The Klan scurried away, lobbing curses and threats over their shoulders. Peering out from behind Tony's leg was his American-born son Ed.

Beshara had a rough time growing up when the family moved to Tulsa. “I would get beat up three times a day on my way to school,” he'd say, “and I lived across the street!”

Despite growing to only 5'5", Beshara was a skilled and gutsy football quarterback, who received the equivalent of an athletics scholarship to Washington University of St. Louis. When the Great Depression hit, Beshara's scholarship was rescinded. He was forced to forgo college, moving back to Tulsa to begin working in the clothing business.

In 1950, Ed Beshara Clothing was founded on Harvard Street in Tulsa, where it still stands. Beshara grew to love Tulsa but often struggled with the mentality of the locals and had little patience for racist talk or attitudes.

Blunt and brash, Beshara was well connected around town. He had heard the rumors that Tulsa might consider a black coach, then kept hearing the same refrain from Tulsa business folks—they wanted a white coach. The West Point coach, Mike Krzyzewski, seemed to be the popular choice, and Beshara would have been okay with an immigrant name nobody could spell. But hiring a black coach intrigued him.

“I don't think there's any question that Dad felt sympathetic to a minority coach,” his son, Ed Beshara Jr., says.

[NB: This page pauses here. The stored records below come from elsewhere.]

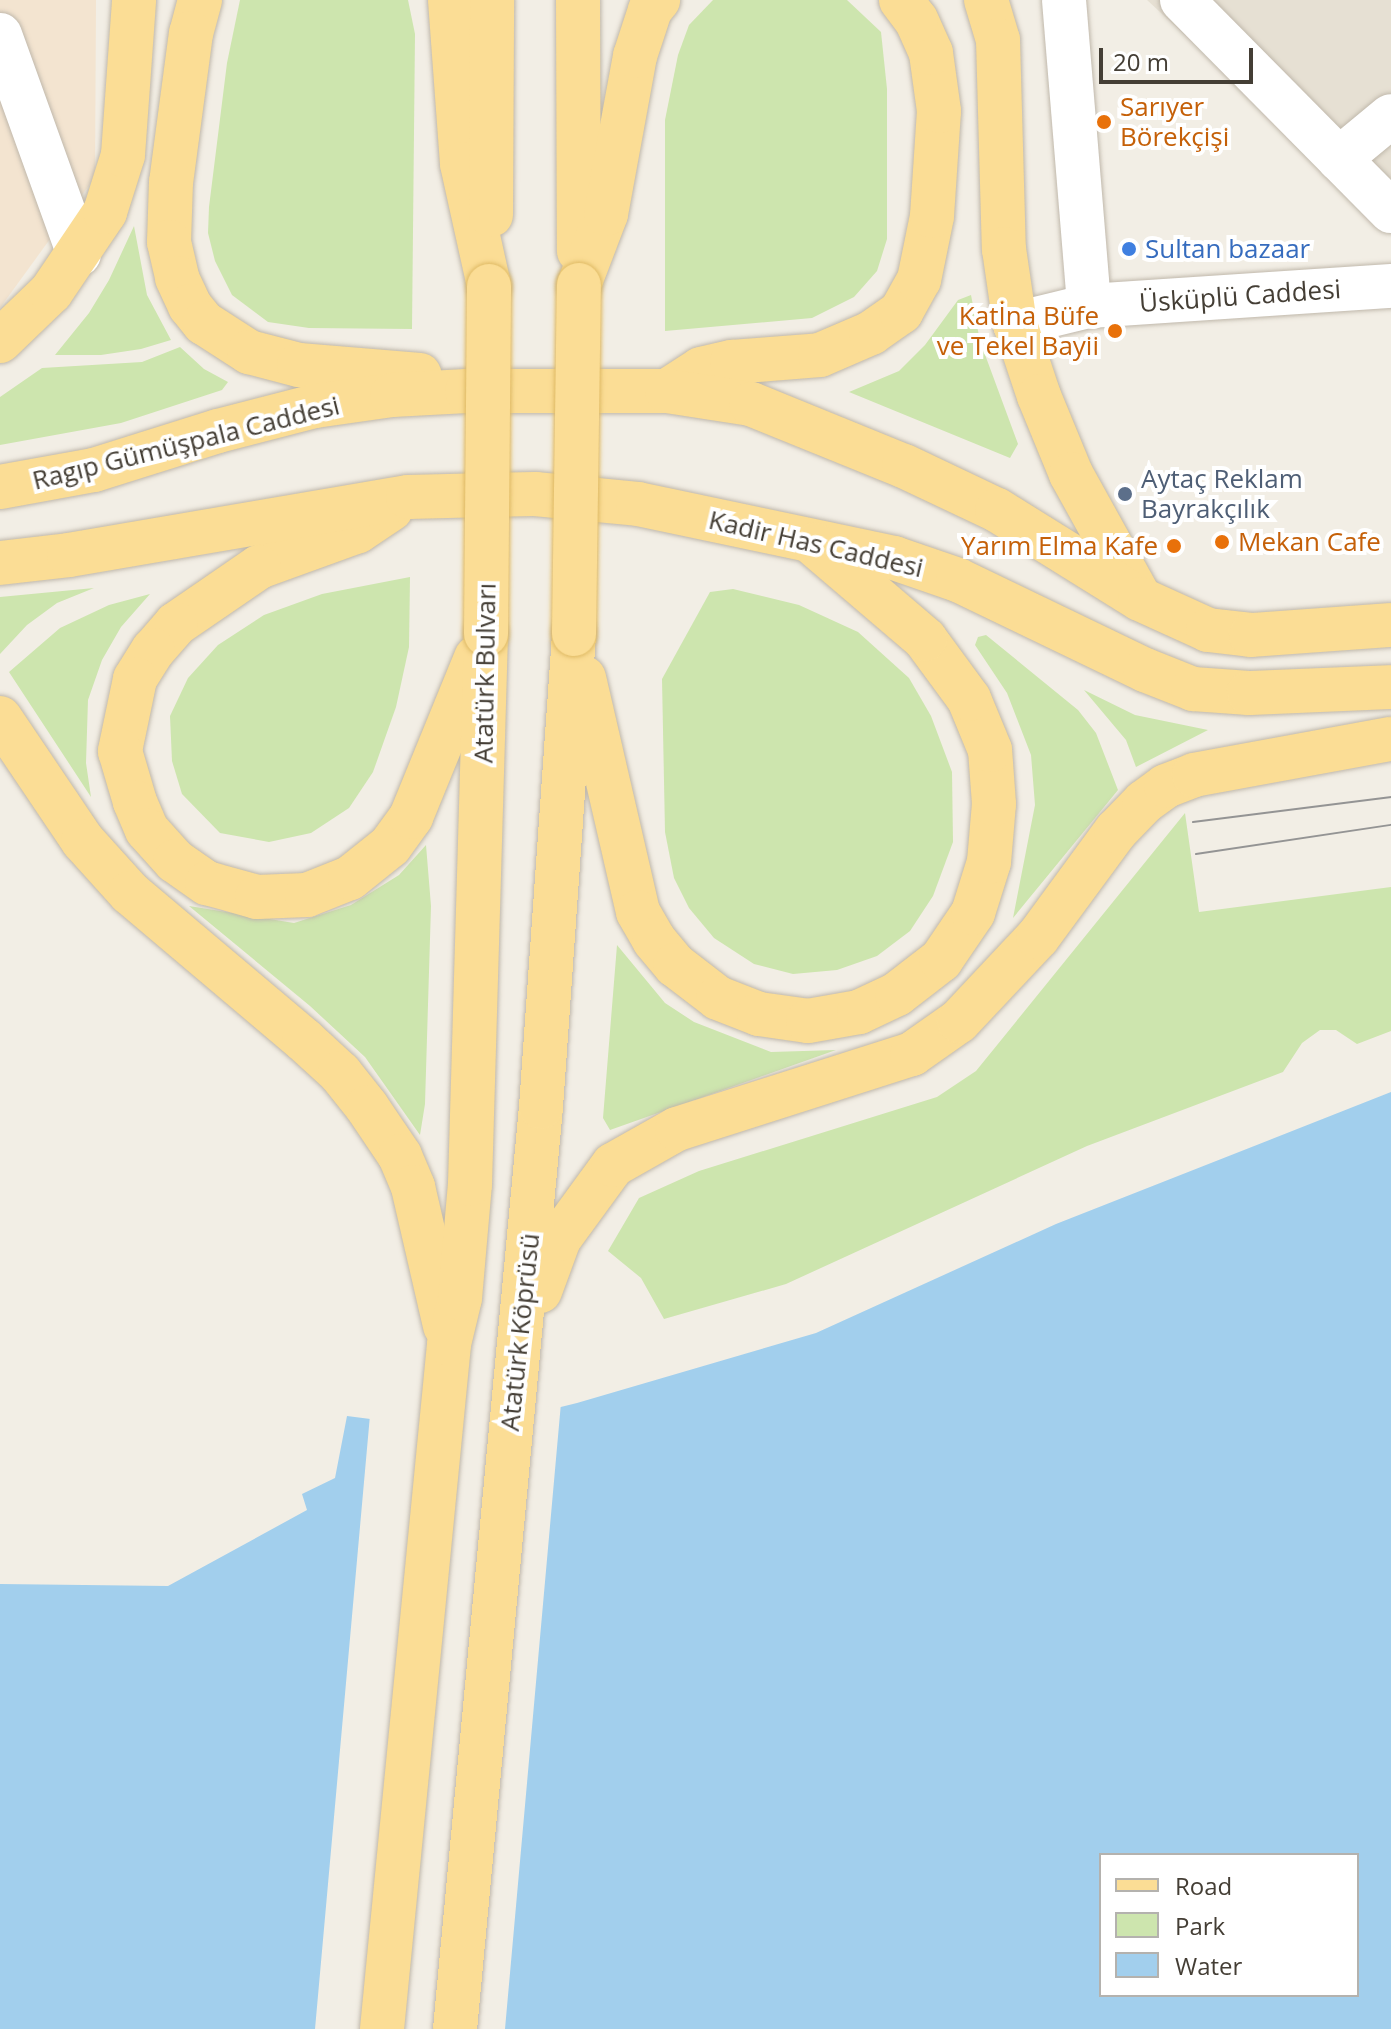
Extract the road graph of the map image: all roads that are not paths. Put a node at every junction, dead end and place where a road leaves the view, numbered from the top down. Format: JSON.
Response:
{"nodes":[{"id":1,"x":134,"y":0,"type":"edge"},
{"id":2,"x":200,"y":0,"type":"edge"},
{"id":3,"x":450,"y":0,"type":"edge"},
{"id":4,"x":492,"y":0,"type":"edge"},
{"id":5,"x":578,"y":0,"type":"edge"},
{"id":6,"x":658,"y":0,"type":"edge"},
{"id":7,"x":901,"y":0,"type":"edge"},
{"id":8,"x":986,"y":0,"type":"edge"},
{"id":9,"x":1064,"y":0,"type":"edge"},
{"id":10,"x":1182,"y":0,"type":"edge"},
{"id":11,"x":0,"y":35,"type":"edge"},
{"id":12,"x":1391,"y":116,"type":"edge"},
{"id":13,"x":1339,"y":159,"type":"junction"},
{"id":14,"x":1391,"y":211,"type":"edge"},
{"id":15,"x":79,"y":254,"type":"junction"},
{"id":16,"x":579,"y":285,"type":"junction"},
{"id":17,"x":489,"y":286,"type":"junction"},
{"id":18,"x":1391,"y":286,"type":"edge"},
{"id":19,"x":1089,"y":306,"type":"junction"},
{"id":20,"x":1015,"y":324,"type":"junction"},
{"id":21,"x":0,"y":341,"type":"edge"},
{"id":22,"x":467,"y":391,"type":"junction"},
{"id":23,"x":667,"y":391,"type":"junction"},
{"id":24,"x":0,"y":487,"type":"edge"},
{"id":25,"x":408,"y":497,"type":"junction"},
{"id":26,"x":807,"y":538,"type":"junction"},
{"id":27,"x":0,"y":563,"type":"edge"},
{"id":28,"x":1140,"y":599,"type":"junction"},
{"id":29,"x":1391,"y":625,"type":"edge"},
{"id":30,"x":486,"y":634,"type":"junction"},
{"id":31,"x":574,"y":634,"type":"junction"},
{"id":32,"x":1391,"y":687,"type":"edge"},
{"id":33,"x":0,"y":718,"type":"edge"},
{"id":34,"x":1391,"y":739,"type":"edge"},
{"id":35,"x":449,"y":1344,"type":"junction"},
{"id":36,"x":517,"y":1349,"type":"junction"},
{"id":37,"x":382,"y":2029,"type":"edge"},
{"id":38,"x":455,"y":2029,"type":"edge"}],
"edges":[{"from":1,"to":15,"type":"main road"},
{"from":2,"to":22,"type":"main road"},
{"from":3,"to":17,"type":"main road"},
{"from":4,"to":17,"type":"main road","name":"Atatürk Bulvarı"},
{"from":5,"to":16,"type":"main road"},
{"from":6,"to":16,"type":"main road"},
{"from":7,"to":23,"type":"main road"},
{"from":8,"to":20,"type":"main road"},
{"from":9,"to":19,"type":"street"},
{"from":10,"to":13,"type":"street"},
{"from":11,"to":15,"type":"street"},
{"from":12,"to":13,"type":"street"},
{"from":13,"to":14,"type":"street"},
{"from":15,"to":21,"type":"main road"},
{"from":16,"to":31,"type":"main road","bridge":true},
{"from":17,"to":30,"type":"main road","name":"Atatürk Bulvarı","bridge":true},
{"from":18,"to":19,"type":"street","name":"Üsküplü Caddesi"},
{"from":19,"to":20,"type":"street","name":"Üsküplü Caddesi"},
{"from":20,"to":28,"type":"main road"},
{"from":22,"to":23,"type":"main road"},
{"from":22,"to":24,"type":"main road","name":"Ragıp Gümüşpala Caddesi"},
{"from":23,"to":28,"type":"main road"},
{"from":25,"to":26,"type":"main road","name":"Kadir Has Caddesi"},
{"from":25,"to":27,"type":"main road"},
{"from":25,"to":30,"type":"main road"},
{"from":26,"to":31,"type":"main road"},
{"from":26,"to":32,"type":"main road","name":"Kadir Has Caddesi"},
{"from":28,"to":29,"type":"main road"},
{"from":30,"to":35,"type":"main road","name":"Atatürk Bulvarı"},
{"from":31,"to":36,"type":"main road","name":"Atatürk Köprüsü"},
{"from":33,"to":35,"type":"main road"},
{"from":34,"to":36,"type":"main road"},
{"from":35,"to":37,"type":"main road"},
{"from":36,"to":38,"type":"main road","name":"Atatürk Köprüsü"}]}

Beshara, who considered himself a champion of the underdog, got involved.

 

Richardson's team at Western
Texas College rolled on, making it through his third regular season undefeated. Before the junior college tournament even began in the spring of 1980, Nolan Richardson was promised the job at the University of Tulsa—although he had not signed a contract yet.

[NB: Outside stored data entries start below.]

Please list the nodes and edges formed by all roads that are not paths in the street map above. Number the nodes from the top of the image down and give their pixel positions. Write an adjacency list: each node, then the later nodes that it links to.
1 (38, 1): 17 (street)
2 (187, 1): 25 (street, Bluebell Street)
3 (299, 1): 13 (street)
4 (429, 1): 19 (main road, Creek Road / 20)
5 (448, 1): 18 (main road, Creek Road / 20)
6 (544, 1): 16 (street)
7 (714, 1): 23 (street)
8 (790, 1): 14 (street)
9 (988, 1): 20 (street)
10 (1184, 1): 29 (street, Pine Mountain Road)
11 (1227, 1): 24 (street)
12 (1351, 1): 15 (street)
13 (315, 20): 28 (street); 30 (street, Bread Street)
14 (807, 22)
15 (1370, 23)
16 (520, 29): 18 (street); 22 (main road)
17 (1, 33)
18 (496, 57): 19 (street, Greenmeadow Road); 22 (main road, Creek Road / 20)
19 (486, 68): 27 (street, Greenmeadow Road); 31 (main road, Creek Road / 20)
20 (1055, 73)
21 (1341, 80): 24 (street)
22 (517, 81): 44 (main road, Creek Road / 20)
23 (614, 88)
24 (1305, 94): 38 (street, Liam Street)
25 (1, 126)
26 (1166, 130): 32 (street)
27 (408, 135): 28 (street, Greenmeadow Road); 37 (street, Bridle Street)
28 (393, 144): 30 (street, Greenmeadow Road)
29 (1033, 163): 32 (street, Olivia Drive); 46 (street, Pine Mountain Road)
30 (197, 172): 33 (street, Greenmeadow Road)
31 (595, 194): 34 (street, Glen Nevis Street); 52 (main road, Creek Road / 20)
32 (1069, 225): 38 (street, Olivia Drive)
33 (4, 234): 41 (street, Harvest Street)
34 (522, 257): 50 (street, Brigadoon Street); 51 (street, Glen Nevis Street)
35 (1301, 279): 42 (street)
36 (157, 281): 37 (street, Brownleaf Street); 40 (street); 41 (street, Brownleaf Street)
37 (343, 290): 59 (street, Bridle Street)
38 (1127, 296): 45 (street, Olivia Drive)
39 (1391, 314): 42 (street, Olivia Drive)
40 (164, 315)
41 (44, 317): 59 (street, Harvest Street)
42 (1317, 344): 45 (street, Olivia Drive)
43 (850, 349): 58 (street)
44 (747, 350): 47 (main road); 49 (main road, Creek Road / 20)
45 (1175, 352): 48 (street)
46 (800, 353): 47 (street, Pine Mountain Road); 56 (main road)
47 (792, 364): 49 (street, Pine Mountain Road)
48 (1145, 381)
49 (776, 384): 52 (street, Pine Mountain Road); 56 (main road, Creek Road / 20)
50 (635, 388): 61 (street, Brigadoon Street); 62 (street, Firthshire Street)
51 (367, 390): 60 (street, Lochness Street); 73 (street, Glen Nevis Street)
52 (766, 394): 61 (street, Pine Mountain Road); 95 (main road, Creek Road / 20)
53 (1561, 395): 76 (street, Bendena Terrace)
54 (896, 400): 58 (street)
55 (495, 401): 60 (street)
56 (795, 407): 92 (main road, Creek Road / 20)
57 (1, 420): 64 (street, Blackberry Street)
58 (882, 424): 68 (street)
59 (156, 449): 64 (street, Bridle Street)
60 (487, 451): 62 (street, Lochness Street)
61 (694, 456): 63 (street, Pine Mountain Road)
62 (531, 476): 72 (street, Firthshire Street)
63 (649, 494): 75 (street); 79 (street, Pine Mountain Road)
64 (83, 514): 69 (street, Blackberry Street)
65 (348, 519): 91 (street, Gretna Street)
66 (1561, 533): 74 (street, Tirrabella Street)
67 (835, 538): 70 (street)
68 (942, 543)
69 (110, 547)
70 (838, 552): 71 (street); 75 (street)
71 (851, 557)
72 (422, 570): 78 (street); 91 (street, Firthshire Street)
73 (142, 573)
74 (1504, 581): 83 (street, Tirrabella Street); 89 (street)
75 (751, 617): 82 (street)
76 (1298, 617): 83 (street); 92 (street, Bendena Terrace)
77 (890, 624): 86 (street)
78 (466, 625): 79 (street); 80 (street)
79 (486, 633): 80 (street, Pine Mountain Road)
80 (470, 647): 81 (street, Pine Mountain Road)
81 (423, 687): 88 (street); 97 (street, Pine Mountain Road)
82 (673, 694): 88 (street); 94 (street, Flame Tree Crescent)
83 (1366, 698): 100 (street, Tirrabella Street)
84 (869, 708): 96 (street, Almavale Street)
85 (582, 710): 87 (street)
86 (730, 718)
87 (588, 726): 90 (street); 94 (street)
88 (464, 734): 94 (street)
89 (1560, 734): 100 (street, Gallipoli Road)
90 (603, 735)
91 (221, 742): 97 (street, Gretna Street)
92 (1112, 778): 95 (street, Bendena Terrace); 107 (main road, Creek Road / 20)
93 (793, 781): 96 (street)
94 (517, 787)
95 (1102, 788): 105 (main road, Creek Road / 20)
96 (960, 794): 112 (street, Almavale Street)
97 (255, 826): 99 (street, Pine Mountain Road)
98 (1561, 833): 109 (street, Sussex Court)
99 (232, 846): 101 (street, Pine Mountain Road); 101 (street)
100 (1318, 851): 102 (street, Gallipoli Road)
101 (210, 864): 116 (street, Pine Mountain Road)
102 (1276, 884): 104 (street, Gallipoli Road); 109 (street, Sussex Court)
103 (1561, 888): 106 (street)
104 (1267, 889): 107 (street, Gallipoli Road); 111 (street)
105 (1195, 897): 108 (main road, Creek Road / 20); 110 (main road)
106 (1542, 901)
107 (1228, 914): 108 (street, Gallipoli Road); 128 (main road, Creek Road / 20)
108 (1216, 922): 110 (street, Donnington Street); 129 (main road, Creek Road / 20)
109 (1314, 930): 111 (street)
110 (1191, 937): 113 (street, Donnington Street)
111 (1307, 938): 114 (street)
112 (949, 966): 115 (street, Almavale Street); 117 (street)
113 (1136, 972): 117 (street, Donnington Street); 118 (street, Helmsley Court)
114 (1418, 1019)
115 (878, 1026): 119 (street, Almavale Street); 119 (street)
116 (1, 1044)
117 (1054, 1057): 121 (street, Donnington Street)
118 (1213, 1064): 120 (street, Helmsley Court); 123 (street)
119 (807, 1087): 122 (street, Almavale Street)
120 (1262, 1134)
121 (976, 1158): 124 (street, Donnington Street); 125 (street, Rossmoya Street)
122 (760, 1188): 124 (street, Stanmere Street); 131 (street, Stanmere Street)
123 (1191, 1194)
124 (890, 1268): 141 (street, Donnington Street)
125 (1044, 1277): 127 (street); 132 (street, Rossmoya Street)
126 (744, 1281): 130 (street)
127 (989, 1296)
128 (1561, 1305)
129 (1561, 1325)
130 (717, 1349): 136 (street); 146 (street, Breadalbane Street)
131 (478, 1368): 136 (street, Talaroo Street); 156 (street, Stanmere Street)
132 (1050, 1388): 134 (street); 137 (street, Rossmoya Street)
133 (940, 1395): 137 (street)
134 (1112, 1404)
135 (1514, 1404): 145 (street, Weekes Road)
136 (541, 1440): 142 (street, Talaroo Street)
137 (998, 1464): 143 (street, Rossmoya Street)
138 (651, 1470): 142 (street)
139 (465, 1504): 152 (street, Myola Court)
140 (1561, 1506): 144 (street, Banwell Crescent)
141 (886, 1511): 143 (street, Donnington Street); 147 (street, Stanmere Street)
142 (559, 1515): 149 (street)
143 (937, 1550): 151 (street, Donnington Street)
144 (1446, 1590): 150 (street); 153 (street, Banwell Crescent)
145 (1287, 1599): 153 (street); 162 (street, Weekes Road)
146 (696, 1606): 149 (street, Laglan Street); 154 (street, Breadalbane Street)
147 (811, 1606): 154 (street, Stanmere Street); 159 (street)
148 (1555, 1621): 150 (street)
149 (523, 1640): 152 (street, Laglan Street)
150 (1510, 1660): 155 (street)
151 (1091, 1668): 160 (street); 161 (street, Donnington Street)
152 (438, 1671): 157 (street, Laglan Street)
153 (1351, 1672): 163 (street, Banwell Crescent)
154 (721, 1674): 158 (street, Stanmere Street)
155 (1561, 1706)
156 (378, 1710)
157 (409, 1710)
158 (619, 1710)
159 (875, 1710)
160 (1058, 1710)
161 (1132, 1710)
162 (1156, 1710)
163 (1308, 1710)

He went into the playoffs as the most inspired lame-duck coach in history. Western Texas won it all, finishing the year 37-0.

Snyder's fans knew Richardson was Tulsa-bound, but that didn't stop them from having “Nolan Richardson Day” before he left—a mark of both Richardson's charisma and the way he was able to win the town over. But what Richardson recalls most is the drive back
to Snyder after winning it all. The team got caught in a blizzard. Fearing for the safety of the kids, Richardson ordered the bus to stop in a remote Kansas town. Doors were knocked on; calls were made. The team was eventually put up in a local church. That's how the championship team celebrated: with hot chocolate, plaid blankets, and cookies in a church basement.

 

During Ralph Brewster's junior
year, as Richardson was winning big in junior college, the Tech team took a step backward. Tech finished 16-13, but Brewster was still a force inside, getting 11 points per game again and pulling in 7.1 rebounds. After three seasons at Tech, Brewster had thrown down 33 dunks, and had big games of 29 points on two occasions. He was also one of the coach's favorites and was often trotted out at Elks Club and Lions Club luncheons as a model Tech basketball player. He was growing into an impressive and self-assured young man.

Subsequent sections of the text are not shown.